*** Block opens ***
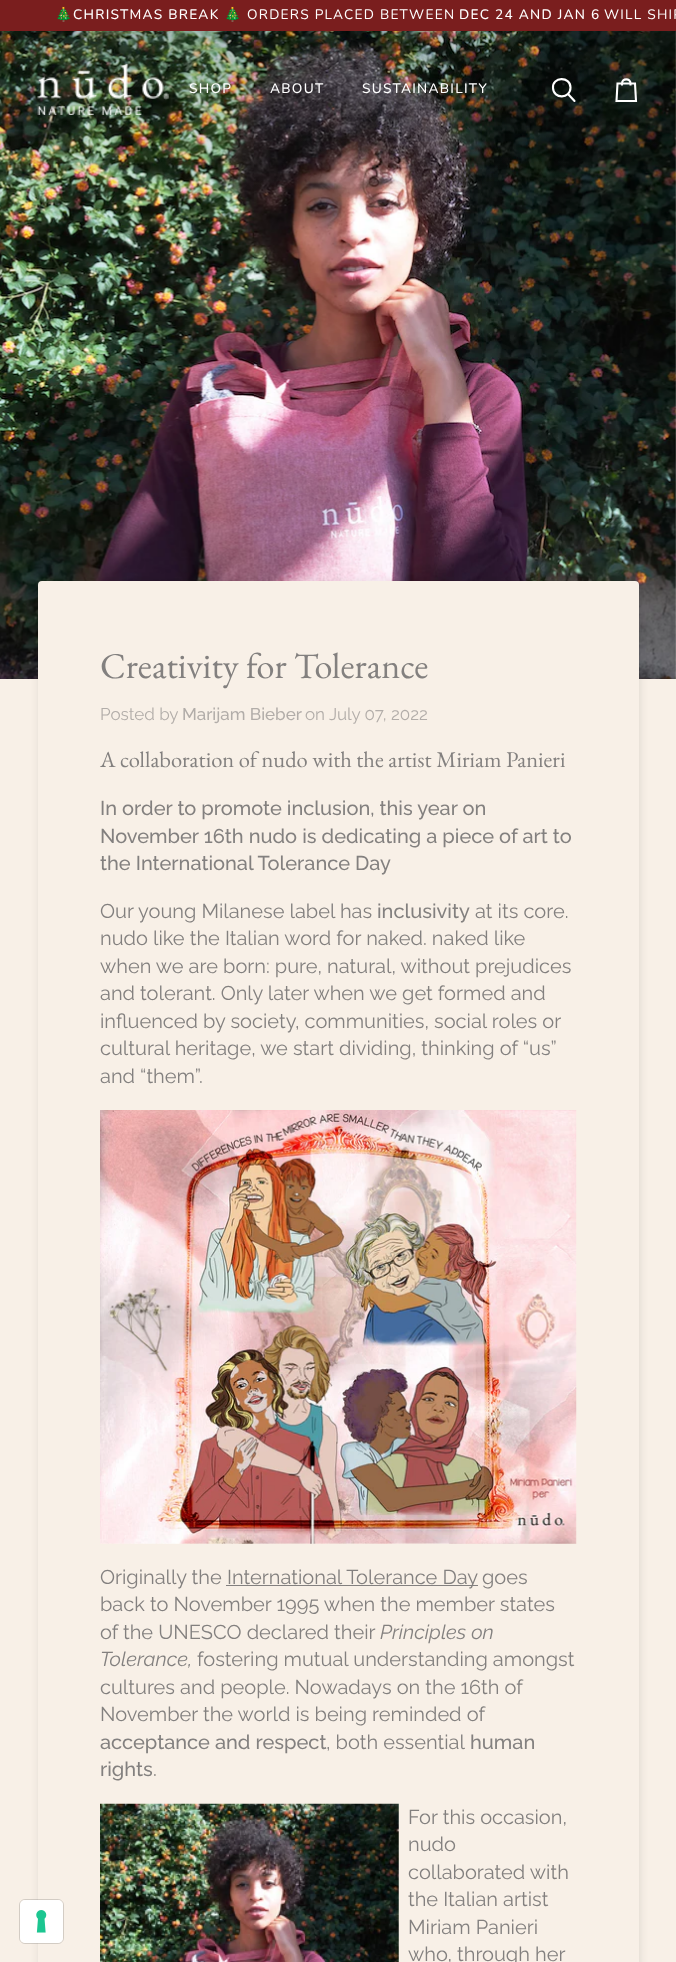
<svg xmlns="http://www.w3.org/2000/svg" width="676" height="1962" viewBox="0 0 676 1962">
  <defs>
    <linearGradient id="g1" gradientUnits="userSpaceOnUse" x1="338" y1="31" x2="338" y2="208"><stop offset="0" stop-color="#000000" stop-opacity="0.2"/><stop offset="1" stop-color="#000000" stop-opacity="0"/></linearGradient>
    <filter id="blur1" x="-50%" y="-200%" width="200%" height="500%"><feGaussianBlur stdDeviation="4.5"/></filter>
  </defs>
  <rect width="100%" height="100%" fill="#f8f0e7"/>
  <rect x="0" y="0" width="676" height="31" fill="#7a1e1e"/>
  <text x="55" y="19" font-family="Noto Color Emoji" font-size="13.7" letter-spacing="1.25" fill="#ffffff">🎄</text>
  <text x="73" y="19" font-family="Nunito" font-size="13.7" font-weight="500" letter-spacing="1.25" fill="#ffffff">CHRISTMAS BREAK</text>
  <text x="224" y="19" font-family="Noto Color Emoji" font-size="13.7" letter-spacing="1.25" fill="#ffffff">🎄</text>
  <text x="247" y="19" font-family="Nunito" font-size="13.7" letter-spacing="1.25" fill="#ffffff">ORDERS PLACED BETWEEN</text>
  <text x="459" y="19" font-family="Nunito" font-size="13.7" font-weight="500" letter-spacing="1.25" fill="#ffffff">DEC 24 AND JAN 6</text>
  <text x="604" y="19" font-family="Nunito" font-size="13.7" letter-spacing="1.25" fill="#ffffff">WILL SHIP</text>
  <image x="0" y="31" width="676" height="648" href="img3.png"/>
  <rect x="0" y="31" width="676" height="158" fill="url(#g1)"/>
  <image x="37" y="63" width="132" height="52" href="img1.png"/>
  <text x="189" y="93" font-family="Nunito" font-size="13.7" font-weight="500" letter-spacing="1.25" fill="#ffffff">SHOP</text>
  <text x="270" y="93" font-family="Nunito" font-size="13.7" font-weight="500" letter-spacing="1.25" fill="#ffffff">ABOUT</text>
  <text x="362" y="93" font-family="Nunito" font-size="13.7" font-weight="500" letter-spacing="1.25" fill="#ffffff">SUSTAINABILITY</text>
  <path d="M570.5 87.5C570.5 99 553.5 99.5 553 88C552 76.5 570.5 76 570.5 87.5ZM574.5 101L568 94Z" fill="none" stroke="#ffffff" stroke-width="2.1" stroke-linecap="round" stroke-linejoin="round"/>
  <path d="M630.5 85.5V83.5H635L636 101H616.5L617.5 83.5H622C622 78 630.5 78 630.5 83.5H622V85.5" fill="none" stroke="#ffffff" stroke-width="2.1"/>
  <rect x="39" y="583" width="601" height="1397" rx="4" fill="#000000" fill-opacity="0.1" filter="url(#blur1)"/>
  <rect x="38" y="581" width="601" height="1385" rx="4" fill="#f8f0e7"/>
  <rect x="19.5" y="1899.5" width="44" height="44" rx="5.5" fill="none" stroke="#000000" stroke-opacity="0.15"/>
  <rect x="20" y="1900" width="43" height="43" rx="5" fill="#ffffff"/>
  <image x="36" y="1910" width="11" height="23" href="img2.png"/>
  <text x="100" y="678" font-family="EB Garamond" font-size="36.25" fill="#83807f">Creativity for Tolerance</text>
  <text x="100" y="720" font-family="Raleway" font-size="17" fill="#b2ada9">Posted by</text>
  <text x="182" y="720" font-family="Raleway" font-size="17" font-weight="500" fill="#b2ada9">Marijam Bieber</text>
  <text x="305" y="720" font-family="Raleway" font-size="17" fill="#b2ada9">on July 07, 2022</text>
  <text x="100" y="767" font-family="EB Garamond" font-size="22.5" fill="#83807f">A collaboration of nudo with the artist Miriam Panieri</text>
  <text x="100" y="815" font-family="Raleway" font-size="20" font-weight="500" fill="#83807f">In order to promote inclusion, this year on</text>
  <text x="100" y="843" font-family="Raleway" font-size="20" font-weight="500" fill="#83807f">November 16th nudo is dedicating a piece of art to</text>
  <text x="100" y="870" font-family="Raleway" font-size="20" font-weight="500" fill="#83807f">the International Tolerance Day</text>
  <text x="100" y="918" font-family="Raleway" font-size="20" fill="#83807f">Our young Milanese label has</text>
  <text x="377" y="918" font-family="Raleway" font-size="20" font-weight="500" fill="#83807f">inclusivity</text>
  <text x="475" y="918" font-family="Raleway" font-size="20" fill="#83807f">at its core.</text>
  <text x="100" y="945" font-family="Raleway" font-size="20" fill="#83807f">nudo like the Italian word for naked. naked like</text>
  <text x="100" y="973" font-family="Raleway" font-size="20" fill="#83807f">when we are born: pure, natural, without prejudices</text>
  <text x="100" y="1000" font-family="Raleway" font-size="20" fill="#83807f">and tolerant. Only later when we get formed and</text>
  <text x="100" y="1028" font-family="Raleway" font-size="20" fill="#83807f">influenced by society, communities, social roles or</text>
  <text x="100" y="1055" font-family="Raleway" font-size="20" fill="#83807f">cultural heritage, we start dividing, thinking of “us”</text>
  <text x="100" y="1083" font-family="Raleway" font-size="20" fill="#83807f">and “them”.</text>
  <image x="100" y="1110" width="477" height="434" href="img4.png"/>
  <text x="100" y="1584" font-family="Raleway" font-size="20" fill="#83807f">Originally the</text>
  <rect x="226" y="1585" width="252" height="1" fill="#83807f"/>
  <text x="227" y="1584" font-family="Raleway" font-size="20" fill="#83807f">International Tolerance Day</text>
  <text x="482" y="1584" font-family="Raleway" font-size="20" fill="#83807f">goes</text>
  <text x="100" y="1611" font-family="Raleway" font-size="20" fill="#83807f">back to November 1995 when the member states</text>
  <text x="100" y="1639" font-family="Raleway" font-size="20" fill="#83807f">of the UNESCO declared their</text>
  <text x="380" y="1639" font-family="Raleway" font-size="20" font-style="italic" fill="#83807f">Principles on</text>
  <text x="100" y="1666" font-family="Raleway" font-size="20" font-style="italic" fill="#83807f">Tolerance,</text>
  <text x="197" y="1666" font-family="Raleway" font-size="20" fill="#83807f">fostering mutual understanding amongst</text>
  <text x="100" y="1694" font-family="Raleway" font-size="20" fill="#83807f">cultures and people. Nowadays on the 16th of</text>
  <text x="100" y="1721" font-family="Raleway" font-size="20" fill="#83807f">November the world is being reminded of</text>
  <text x="100" y="1749" font-family="Raleway" font-size="20" font-weight="500" fill="#83807f">acceptance and respect</text>
  <text x="326" y="1749" font-family="Raleway" font-size="20" fill="#83807f">, both essential</text>
  <text x="470" y="1749" font-family="Raleway" font-size="20" font-weight="500" fill="#83807f">human</text>
  <text x="100" y="1776" font-family="Raleway" font-size="20" font-weight="500" fill="#83807f">rights</text>
  <text x="153" y="1776" font-family="Raleway" font-size="20" fill="#83807f">.</text>
  <image x="100" y="1803" width="299" height="159" href="img5.png"/>
  <text x="408" y="1824" font-family="Raleway" font-size="20" fill="#83807f">For this occasion,</text>
  <text x="408" y="1851" font-family="Raleway" font-size="20" fill="#83807f">nudo</text>
  <text x="408" y="1879" font-family="Raleway" font-size="20" fill="#83807f">collaborated with</text>
  <text x="408" y="1906" font-family="Raleway" font-size="20" fill="#83807f">the Italian artist</text>
  <text x="408" y="1934" font-family="Raleway" font-size="20" fill="#83807f">Miriam Panieri</text>
  <text x="408" y="1961" font-family="Raleway" font-size="20" fill="#83807f">who, through her</text>
</svg>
*** Block closes ***
Assignment.
Only a number is wanted here: the count of lines in the listing above holding the string "Emoji".

Result of the exercise.
2